> _About this task_: Select from the records below every line that has the word "Nous" in it.

> _Saved entries_:
·····

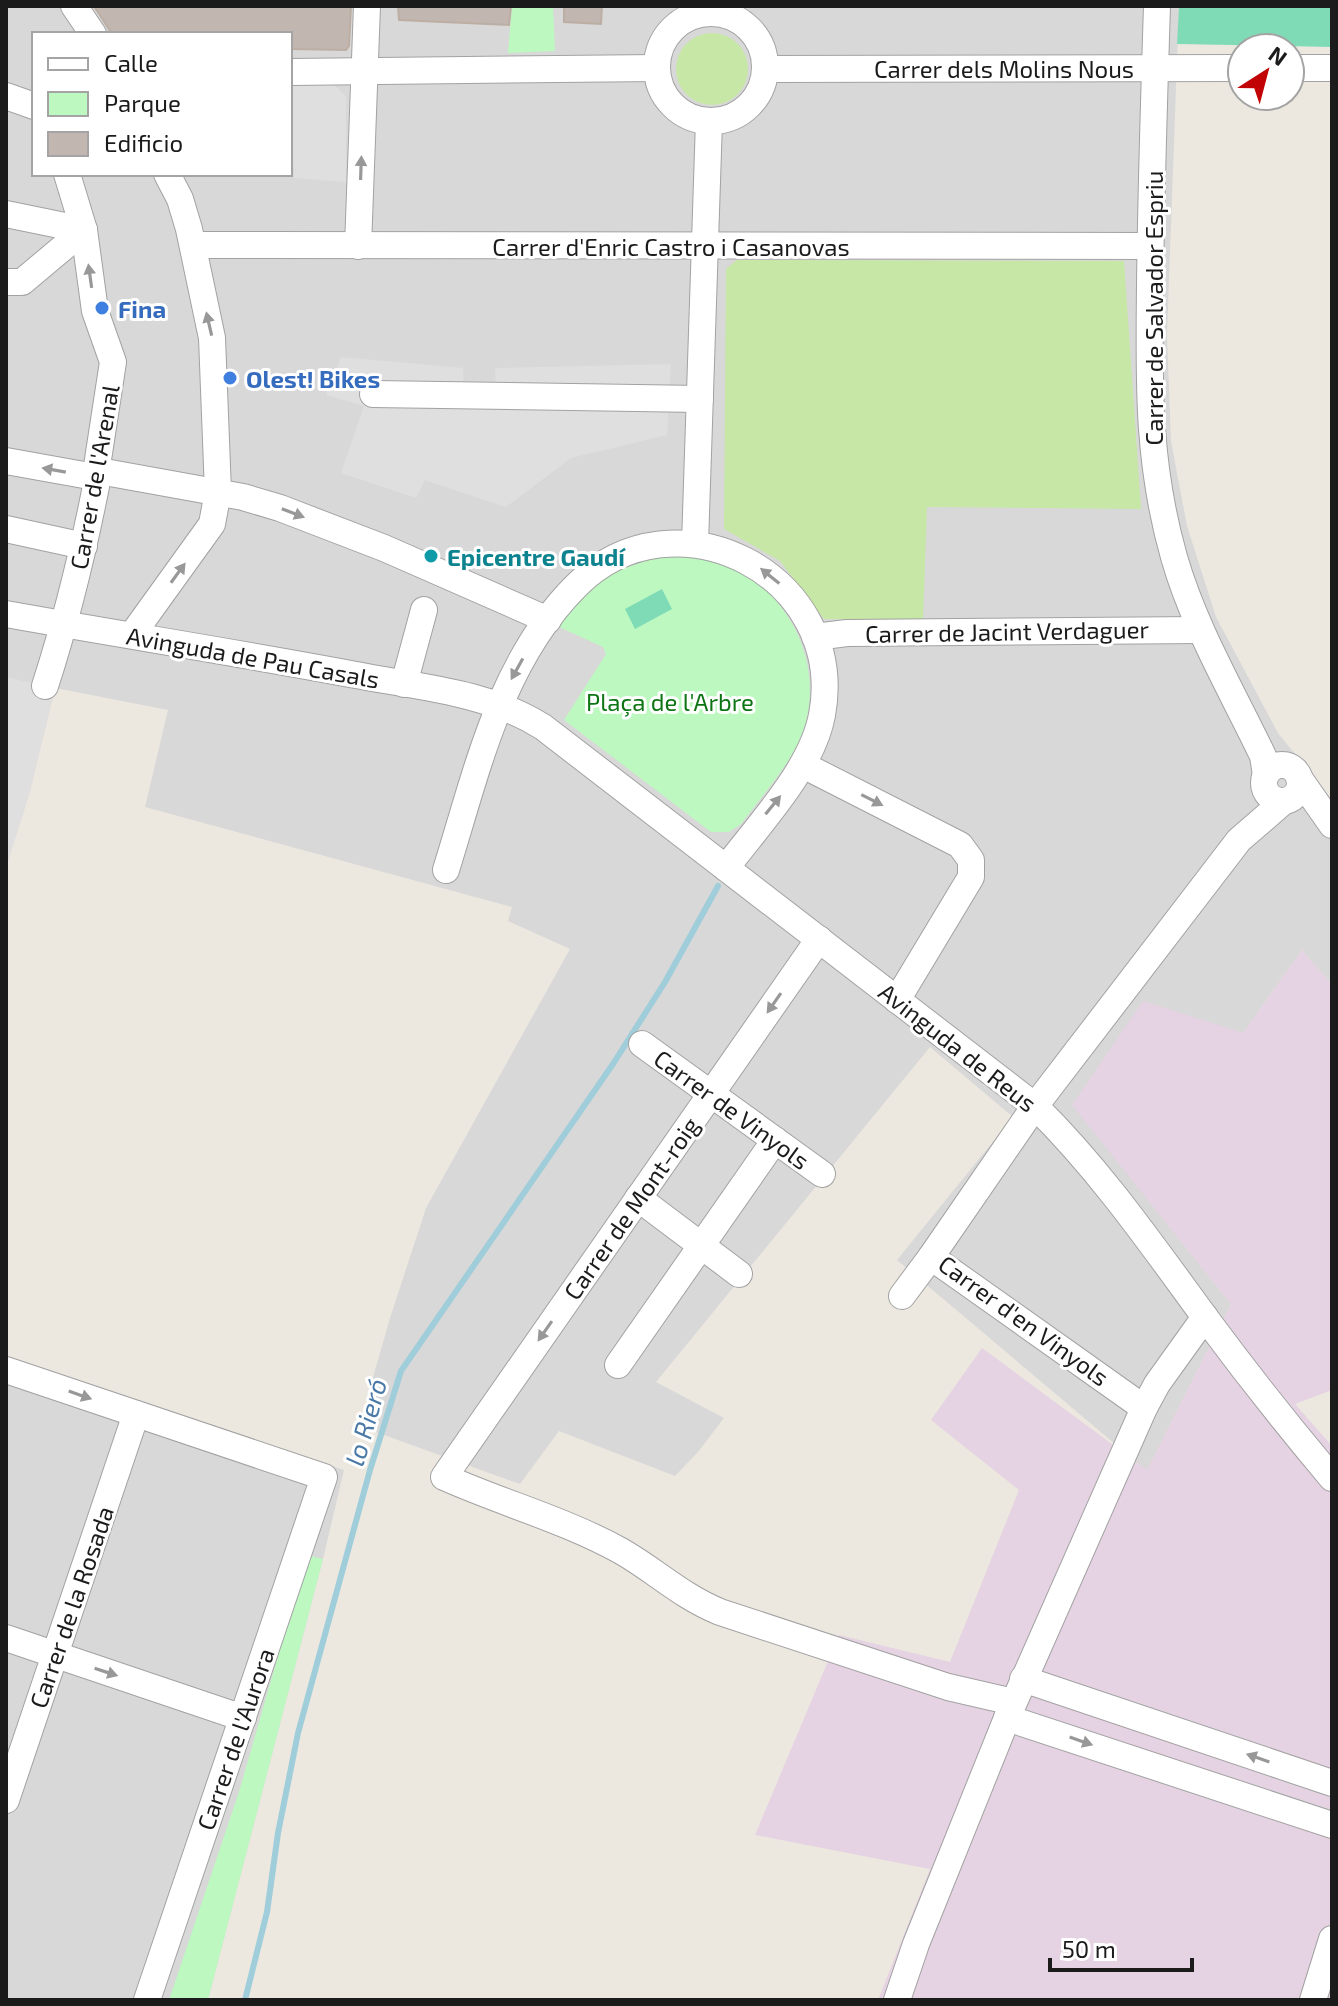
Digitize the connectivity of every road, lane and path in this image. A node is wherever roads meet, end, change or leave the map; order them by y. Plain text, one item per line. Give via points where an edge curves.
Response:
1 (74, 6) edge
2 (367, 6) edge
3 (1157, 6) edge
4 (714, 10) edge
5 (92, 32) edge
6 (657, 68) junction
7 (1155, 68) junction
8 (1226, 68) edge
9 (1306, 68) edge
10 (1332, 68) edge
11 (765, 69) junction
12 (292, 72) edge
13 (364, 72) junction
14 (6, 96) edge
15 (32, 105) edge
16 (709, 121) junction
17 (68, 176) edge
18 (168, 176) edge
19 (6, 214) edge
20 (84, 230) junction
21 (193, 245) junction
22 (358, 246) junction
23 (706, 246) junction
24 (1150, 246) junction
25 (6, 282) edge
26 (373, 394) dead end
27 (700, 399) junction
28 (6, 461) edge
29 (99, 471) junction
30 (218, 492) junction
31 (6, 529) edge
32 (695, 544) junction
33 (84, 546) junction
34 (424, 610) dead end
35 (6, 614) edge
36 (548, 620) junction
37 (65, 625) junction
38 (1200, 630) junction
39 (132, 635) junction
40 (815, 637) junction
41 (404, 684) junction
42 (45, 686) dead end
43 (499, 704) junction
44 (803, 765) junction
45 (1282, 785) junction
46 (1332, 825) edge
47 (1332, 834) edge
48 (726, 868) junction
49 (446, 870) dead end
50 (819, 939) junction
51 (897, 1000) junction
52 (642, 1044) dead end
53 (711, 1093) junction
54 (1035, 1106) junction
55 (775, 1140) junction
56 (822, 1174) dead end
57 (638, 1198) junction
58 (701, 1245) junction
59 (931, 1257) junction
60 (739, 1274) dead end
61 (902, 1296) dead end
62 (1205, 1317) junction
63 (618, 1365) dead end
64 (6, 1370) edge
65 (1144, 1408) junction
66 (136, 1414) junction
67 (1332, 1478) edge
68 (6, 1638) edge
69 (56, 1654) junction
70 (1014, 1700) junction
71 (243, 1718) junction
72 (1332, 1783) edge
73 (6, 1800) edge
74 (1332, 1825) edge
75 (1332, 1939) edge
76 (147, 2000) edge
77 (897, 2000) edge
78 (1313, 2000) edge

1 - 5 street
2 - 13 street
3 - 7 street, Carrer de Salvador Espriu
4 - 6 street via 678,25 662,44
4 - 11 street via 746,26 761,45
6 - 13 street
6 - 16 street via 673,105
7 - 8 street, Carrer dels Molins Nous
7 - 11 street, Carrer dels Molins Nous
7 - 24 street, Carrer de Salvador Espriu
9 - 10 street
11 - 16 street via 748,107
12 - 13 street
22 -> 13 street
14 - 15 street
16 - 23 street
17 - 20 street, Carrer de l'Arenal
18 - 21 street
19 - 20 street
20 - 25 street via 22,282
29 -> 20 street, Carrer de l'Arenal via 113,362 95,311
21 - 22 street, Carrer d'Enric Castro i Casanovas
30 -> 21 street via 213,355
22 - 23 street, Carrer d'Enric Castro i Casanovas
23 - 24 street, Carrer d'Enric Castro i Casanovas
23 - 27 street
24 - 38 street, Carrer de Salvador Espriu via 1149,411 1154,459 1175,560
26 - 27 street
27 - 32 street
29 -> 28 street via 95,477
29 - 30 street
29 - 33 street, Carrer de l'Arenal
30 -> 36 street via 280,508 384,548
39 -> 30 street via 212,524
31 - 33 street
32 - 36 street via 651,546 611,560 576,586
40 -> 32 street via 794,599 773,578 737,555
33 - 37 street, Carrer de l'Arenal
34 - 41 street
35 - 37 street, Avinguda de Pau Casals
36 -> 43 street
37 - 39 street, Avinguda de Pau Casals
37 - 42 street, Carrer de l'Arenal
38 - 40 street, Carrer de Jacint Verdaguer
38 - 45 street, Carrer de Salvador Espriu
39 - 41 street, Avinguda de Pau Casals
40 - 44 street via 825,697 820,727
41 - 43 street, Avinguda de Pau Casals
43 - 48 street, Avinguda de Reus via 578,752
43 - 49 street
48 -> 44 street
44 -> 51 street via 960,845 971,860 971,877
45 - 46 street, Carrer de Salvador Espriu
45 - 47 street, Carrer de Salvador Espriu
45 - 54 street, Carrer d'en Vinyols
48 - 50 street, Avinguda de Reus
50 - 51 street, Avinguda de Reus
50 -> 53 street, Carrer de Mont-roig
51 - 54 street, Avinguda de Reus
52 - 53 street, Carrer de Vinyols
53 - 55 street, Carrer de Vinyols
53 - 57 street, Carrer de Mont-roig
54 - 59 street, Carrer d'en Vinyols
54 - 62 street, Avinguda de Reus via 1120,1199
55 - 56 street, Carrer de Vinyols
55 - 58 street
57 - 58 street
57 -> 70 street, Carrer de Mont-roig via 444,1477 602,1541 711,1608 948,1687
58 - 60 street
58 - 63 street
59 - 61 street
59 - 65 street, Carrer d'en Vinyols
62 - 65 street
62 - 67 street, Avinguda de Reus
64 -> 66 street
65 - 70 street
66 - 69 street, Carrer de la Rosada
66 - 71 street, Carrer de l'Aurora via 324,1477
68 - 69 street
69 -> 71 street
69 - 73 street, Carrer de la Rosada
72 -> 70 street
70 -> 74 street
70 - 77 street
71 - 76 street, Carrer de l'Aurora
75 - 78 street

·····

> _Final answer_:
7 - 8 street, Carrer dels Molins Nous
7 - 11 street, Carrer dels Molins Nous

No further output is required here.